Ficool

Chapter 2 - Pertama

Lima tahun itu seharusnya cukup.

Cukup untuk melupakan.

Cukup untuk menyembuhkan.

Cukup untuk berhenti merasa apa-apa.

Tapi nyatanya, tidak.

Aku masih ingat semuanya dengan terlalu jelas—cara dia tertawa, cara dia memanggil namaku, bahkan cara dia pergi tanpa benar-benar menjelaskan apa-apa. Dan yang paling menyebalkan, bukan kenangannya yang menyakitkan… tapi fakta bahwa aku masih di tempat yang sama, sementara dia sudah lama pergi.

"Mbok ya fokus kerja, Nad."

Suara itu menarikku kembali ke kenyataan. Aku tersadar, tanganku sudah lama diam di atas meja resepsionis, sementara layar komputer di depanku menampilkan data yang belum kusentuh.

"Iya, iya…" jawabku asal, sedikit menghela napas.

Hari ini seperti hari-hari biasanya. Sibuk, ramai, dan melelahkan. Tapi ada satu hal yang berbeda—katanya akan ada staf baru yang masuk hari ini.

Aku tidak terlalu peduli, jujur saja.

Orang datang dan pergi itu biasa.

"Eh, katanya anak baru ganteng, loh," bisik salah satu teman kerjaku sambil menyenggol lenganku.

Aku hanya mengangkat alis, setengah tidak tertarik.

"Standar kamu rendah."

Dia terkekeh kecil.

Belum sempat aku melanjutkan pekerjaan, suasana lobby mendadak sedikit berubah. Beberapa orang menoleh ke arah pintu masuk.

Dan di sanalah dia.

Staf baru itu.

Langkahnya tenang. Wajahnya… biasa saja—atau setidaknya itu yang ingin kuakui. Tapi ada sesuatu dari cara dia melihat sekitar, dari caranya berdiri, yang entah kenapa membuatku… berhenti.

Tatapan kami bertemu.

Hanya beberapa detik.

Tapi rasanya seperti waktu ditarik mundur. Seperti ada sesuatu yang pernah kukenal… atau mungkin hanya perasaan bodohku saja.

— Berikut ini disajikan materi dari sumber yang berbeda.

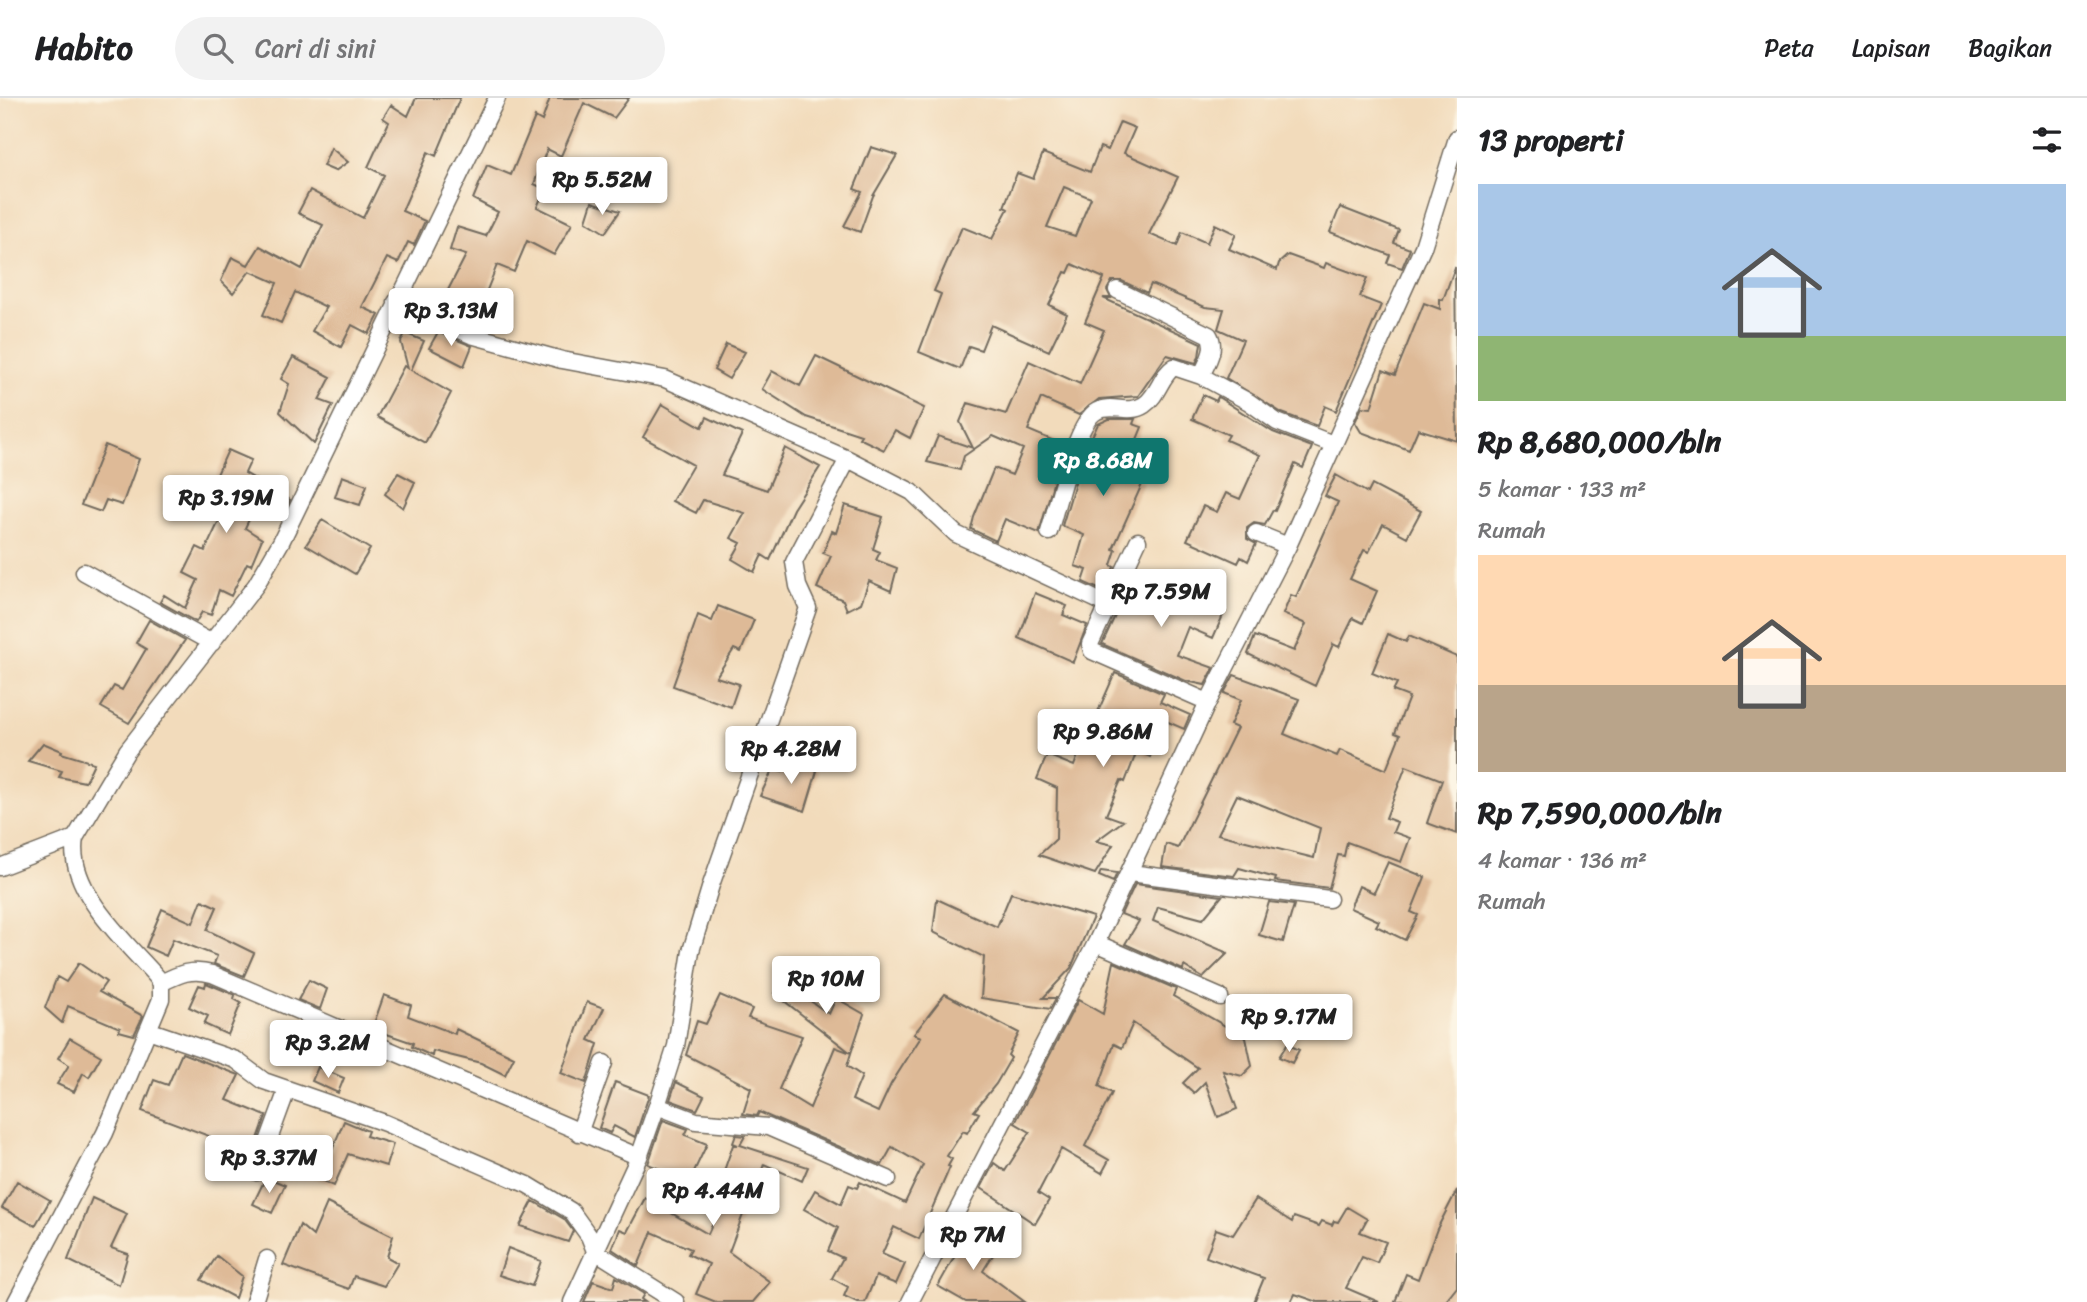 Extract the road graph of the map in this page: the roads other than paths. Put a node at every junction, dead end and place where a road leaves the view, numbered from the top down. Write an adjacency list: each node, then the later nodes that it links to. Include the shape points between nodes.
1 (497, 98): 4 (street)
2 (1457, 138): 6 (street, via 1423,247)
3 (1117, 290): 5 (street, via 1209,335 1213,342)
4 (396, 302): 7 (street, via 471,335 562,360 664,379); 14 (street, via 281,542 256,585)
5 (1201, 376): 6 (street, via 1278,422); 8 (street, via 1174,367 1148,403 1138,409 1094,412 1081,430)
6 (1333, 444): 11 (street)
7 (848, 459): 13 (street, via 912,492 956,534); 26 (street, via 794,562 808,608 711,885 691,951 676,1046)
8 (1049, 532)
9 (1256, 533): 11 (street)
10 (1138, 541): 13 (street)
11 (1288, 546): 15 (street)
12 (84, 572): 14 (street)
13 (1108, 605): 15 (street, via 1090,644 1092,650)
14 (212, 643): 16 (street, via 127,751)
15 (1208, 702): 18 (street)
16 (75, 838): 17 (street); 21 (street, via 78,880)
17 (0, 867)
18 (1130, 873): 19 (street); 20 (street)
19 (1329, 900)
20 (1096, 943): 22 (street); 37 (street)
21 (161, 983): 23 (street, via 161,999); 27 (street, via 183,972 212,974)
22 (1220, 997)
23 (148, 1030): 25 (street, via 236,1060 260,1079); 33 (street, via 105,1133)
24 (604, 1063): 27 (street)
25 (287, 1090): 29 (street); 31 (street, via 385,1123 527,1185 571,1211)
26 (657, 1106): 28 (street); 30 (street, via 696,1121 768,1127)
27 (579, 1133): 28 (street)
28 (639, 1157): 31 (street)
29 (257, 1172)
30 (888, 1179)
31 (595, 1251): 35 (street); 36 (street)
32 (267, 1259): 34 (street)
33 (16, 1302)
34 (254, 1302)
35 (572, 1302)
36 (676, 1302)
37 (910, 1302) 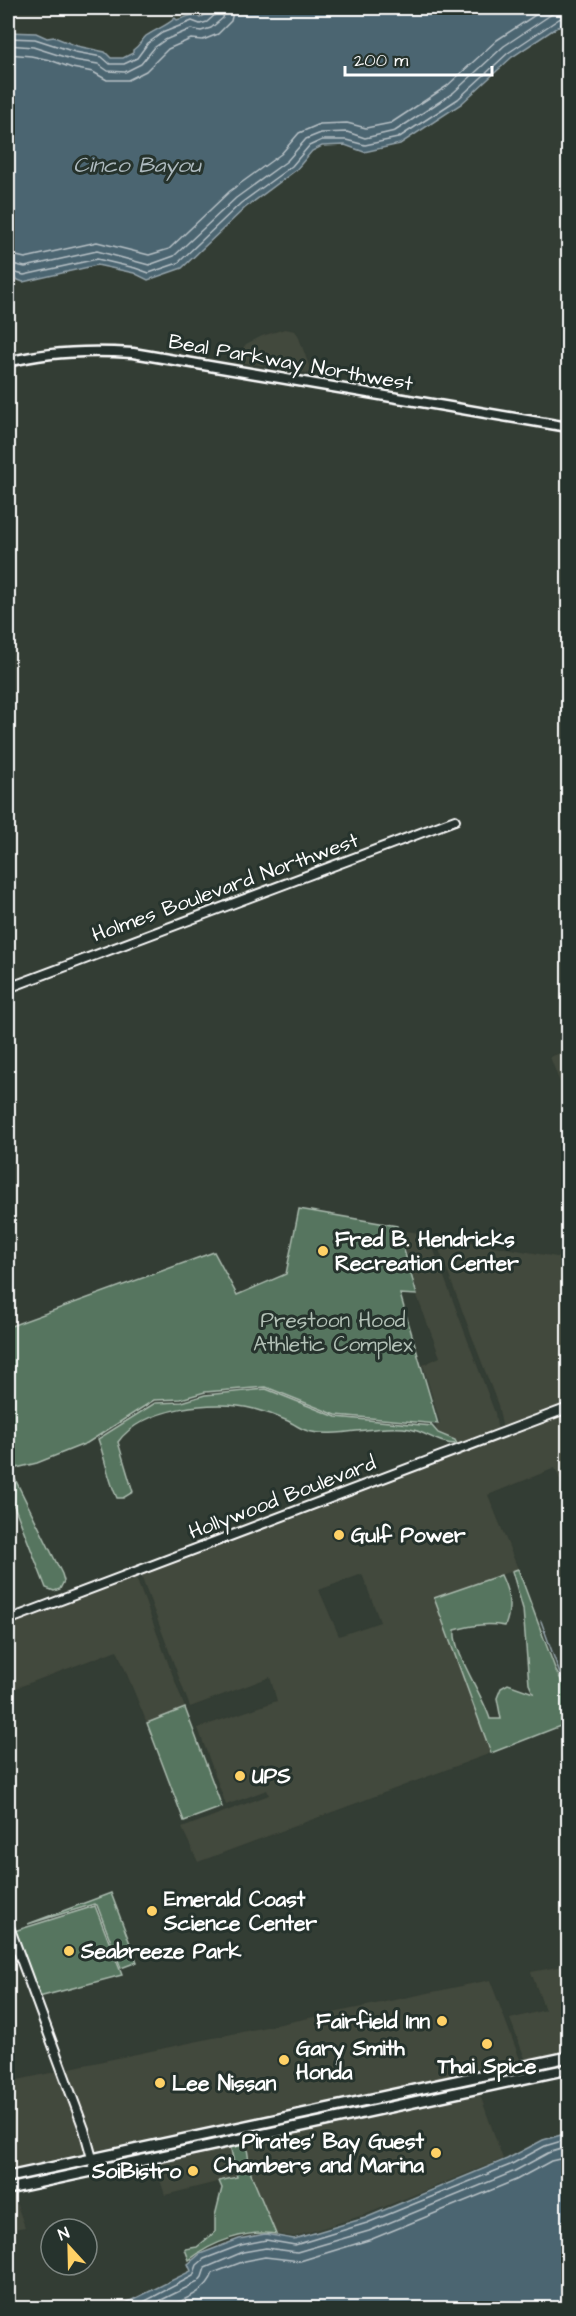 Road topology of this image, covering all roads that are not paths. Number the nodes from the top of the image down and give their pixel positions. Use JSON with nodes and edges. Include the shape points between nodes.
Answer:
{"nodes":[{"id":1,"x":8,"y":362,"type":"edge"},
{"id":2,"x":568,"y":427,"type":"edge"},
{"id":3,"x":455,"y":820,"type":"dead end"},
{"id":4,"x":8,"y":988,"type":"edge"},
{"id":5,"x":568,"y":1408,"type":"edge"},
{"id":6,"x":8,"y":1620,"type":"edge"},
{"id":7,"x":8,"y":1924,"type":"edge"},
{"id":8,"x":568,"y":2056,"type":"edge"},
{"id":9,"x":568,"y":2069,"type":"edge"},
{"id":10,"x":93,"y":2158,"type":"junction"},
{"id":11,"x":95,"y":2169,"type":"junction"},
{"id":12,"x":8,"y":2177,"type":"edge"},
{"id":13,"x":8,"y":2188,"type":"edge"}],
"edges":[{"from":1,"to":2,"type":"main road","name":"Beal Parkway Northwest","via":[[72,351],[133,353]]},
{"from":3,"to":4,"type":"street","name":"Holmes Boulevard Northwest"},
{"from":5,"to":6,"type":"street","name":"Hollywood Boulevard"},
{"from":7,"to":10,"type":"street"},
{"from":8,"to":10,"type":"highway"},
{"from":9,"to":11,"type":"highway"},
{"from":10,"to":11,"type":"street"},
{"from":10,"to":12,"type":"highway"},
{"from":11,"to":13,"type":"highway"}]} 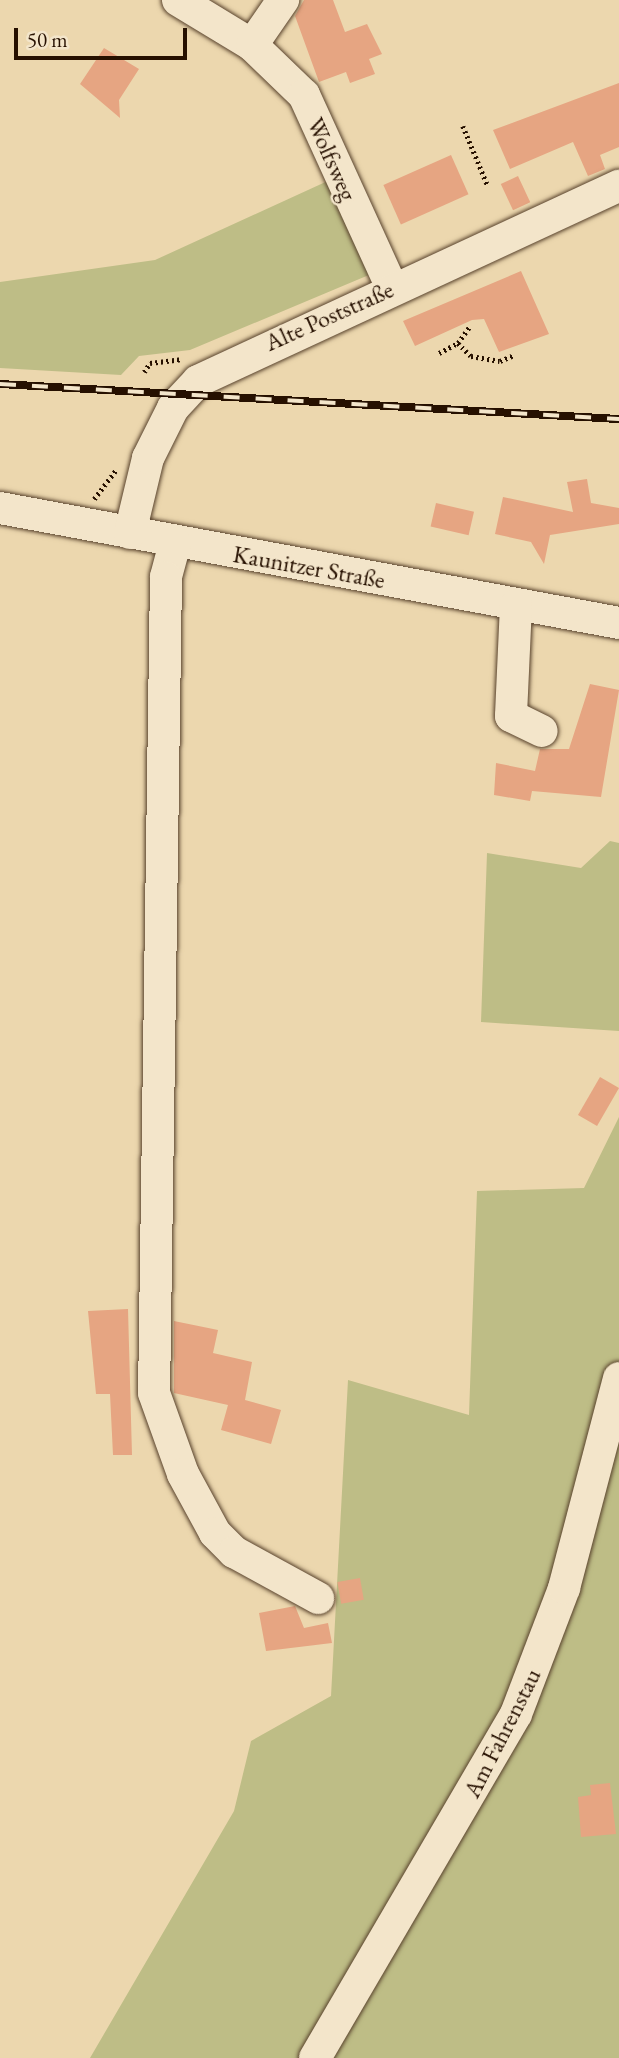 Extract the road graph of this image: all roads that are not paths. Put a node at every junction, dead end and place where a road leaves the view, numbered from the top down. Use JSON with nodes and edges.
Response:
{"nodes":[{"id":1,"x":178,"y":0,"type":"edge"},
{"id":2,"x":283,"y":0,"type":"edge"},
{"id":3,"x":252,"y":45,"type":"junction"},
{"id":4,"x":619,"y":186,"type":"edge"},
{"id":5,"x":392,"y":288,"type":"junction"},
{"id":6,"x":0,"y":508,"type":"edge"},
{"id":7,"x":130,"y":533,"type":"junction"},
{"id":8,"x":175,"y":543,"type":"junction"},
{"id":9,"x":516,"y":605,"type":"junction"},
{"id":10,"x":619,"y":623,"type":"edge"},
{"id":11,"x":542,"y":731,"type":"dead end"},
{"id":12,"x":619,"y":1378,"type":"edge"},
{"id":13,"x":318,"y":1598,"type":"dead end"},
{"id":14,"x":315,"y":2058,"type":"edge"}],
"edges":[{"from":1,"to":3,"type":"street","name":"Wolfsweg"},
{"from":2,"to":3,"type":"street"},
{"from":3,"to":5,"type":"street","name":"Wolfsweg"},
{"from":4,"to":5,"type":"street","name":"Alte Poststraße"},
{"from":5,"to":7,"type":"street","name":"Alte Poststraße"},
{"from":6,"to":7,"type":"street","name":"Kaunitzer Straße"},
{"from":7,"to":8,"type":"street","name":"Kaunitzer Straße"},
{"from":8,"to":9,"type":"street","name":"Kaunitzer Straße"},
{"from":8,"to":13,"type":"street"},
{"from":9,"to":10,"type":"street","name":"Kaunitzer Straße"},
{"from":9,"to":11,"type":"street"},
{"from":12,"to":14,"type":"street","name":"Am Fahrenstau"}]} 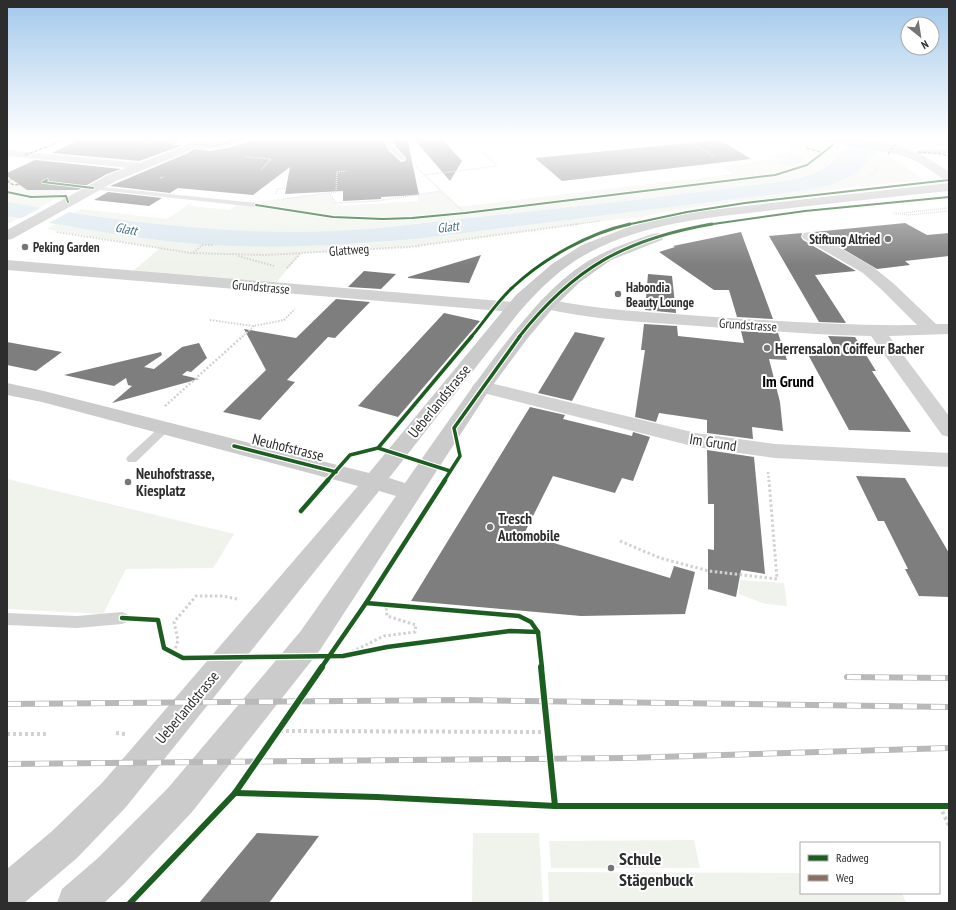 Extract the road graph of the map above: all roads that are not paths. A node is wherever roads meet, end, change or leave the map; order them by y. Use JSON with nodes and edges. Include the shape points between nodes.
{"nodes":[{"id":1,"x":109,"y":180,"type":"edge"},
{"id":2,"x":949,"y":187,"type":"edge"},
{"id":3,"x":93,"y":188,"type":"junction"},
{"id":4,"x":949,"y":197,"type":"edge"},
{"id":5,"x":256,"y":205,"type":"dead end"},
{"id":6,"x":18,"y":228,"type":"edge"},
{"id":7,"x":7,"y":236,"type":"edge"},
{"id":8,"x":809,"y":236,"type":"dead end"},
{"id":9,"x":7,"y":265,"type":"edge"},
{"id":10,"x":547,"y":304,"type":"junction"},
{"id":11,"x":507,"y":306,"type":"junction"},
{"id":12,"x":932,"y":330,"type":"junction"},
{"id":13,"x":949,"y":330,"type":"edge"},
{"id":14,"x":876,"y":331,"type":"junction"},
{"id":15,"x":482,"y":387,"type":"junction"},
{"id":16,"x":7,"y":389,"type":"edge"},
{"id":17,"x":164,"y":418,"type":"junction"},
{"id":18,"x":949,"y":430,"type":"edge"},
{"id":19,"x":132,"y":459,"type":"dead end"},
{"id":20,"x":949,"y":460,"type":"edge"},
{"id":21,"x":374,"y":482,"type":"junction"},
{"id":22,"x":410,"y":492,"type":"junction"},
{"id":23,"x":122,"y":618,"type":"dead end"},
{"id":24,"x":7,"y":619,"type":"edge"},
{"id":25,"x":7,"y":893,"type":"edge"},
{"id":26,"x":76,"y":903,"type":"edge"}],
"edges":[{"from":1,"to":3,"type":"main road"},
{"from":2,"to":11,"type":"main road","name":"Ueberlandstrasse","via":[[738,209],[656,224],[586,249],[552,270]]},
{"from":3,"to":5,"type":"lane"},
{"from":3,"to":6,"type":"main road"},
{"from":4,"to":10,"type":"main road","name":"Ueberlandstrasse","via":[[754,218],[672,232],[606,257],[574,279]]},
{"from":6,"to":7,"type":"main road"},
{"from":8,"to":12,"type":"street","via":[[868,270]]},
{"from":9,"to":11,"type":"street","name":"Grundstrasse"},
{"from":10,"to":14,"type":"street","name":"Grundstrasse","via":[[580,311],[682,320]]},
{"from":10,"to":15,"type":"main road","name":"Ueberlandstrasse"},
{"from":11,"to":21,"type":"main road","name":"Ueberlandstrasse"},
{"from":12,"to":13,"type":"street","name":"Grundstrasse"},
{"from":12,"to":14,"type":"street","name":"Grundstrasse"},
{"from":14,"to":18,"type":"street"},
{"from":15,"to":20,"type":"street","name":"Im Grund","via":[[696,440],[764,450]]},
{"from":15,"to":22,"type":"main road","name":"Ueberlandstrasse"},
{"from":16,"to":17,"type":"main road","name":"Neuhofstrasse"},
{"from":17,"to":19,"type":"lane"},
{"from":17,"to":21,"type":"main road","name":"Neuhofstrasse"},
{"from":21,"to":22,"type":"main road","name":"Neuhofstrasse"},
{"from":21,"to":25,"type":"main road","name":"Ueberlandstrasse","via":[[114,795],[64,845]]},
{"from":22,"to":26,"type":"main road","name":"Ueberlandstrasse","via":[[310,641],[180,800]]},
{"from":23,"to":24,"type":"lane","via":[[77,622]]}]}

Aku buru-buru mengalihkan pandangan.

"Yang itu?" bisikku pelan ke temanku, pura-pura santai.

"Iya, itu dia."

Aku menyender sedikit, lalu berbisik lagi dengan nada mengejek tipis,

"Hmm… kelihatannya tipe yang sok kalem, ya."

Temanku tertawa kecil,

"Kayak yang pernah kamu suka dulu?"

Aku menatapnya tajam.

"Jangan mulai."

Tapi tanpa sadar, mataku kembali melirik ke arah staf baru itu.

Dan anehnya…

dia juga sedang melihat ke arahku.

Aku langsung berpura-pura sibuk, mengetik sesuatu yang bahkan tidak kupahami.

"Kenapa?" tanya temanku lagi, menggoda.

Aku menghela napas pelan.

"Enggak kenapa-kenapa."

Tapi dalam hati, aku tahu satu hal pasti—

Ada sesuatu yang terasa… tidak asing.

Dan aku tidak yakin itu hal yang baik.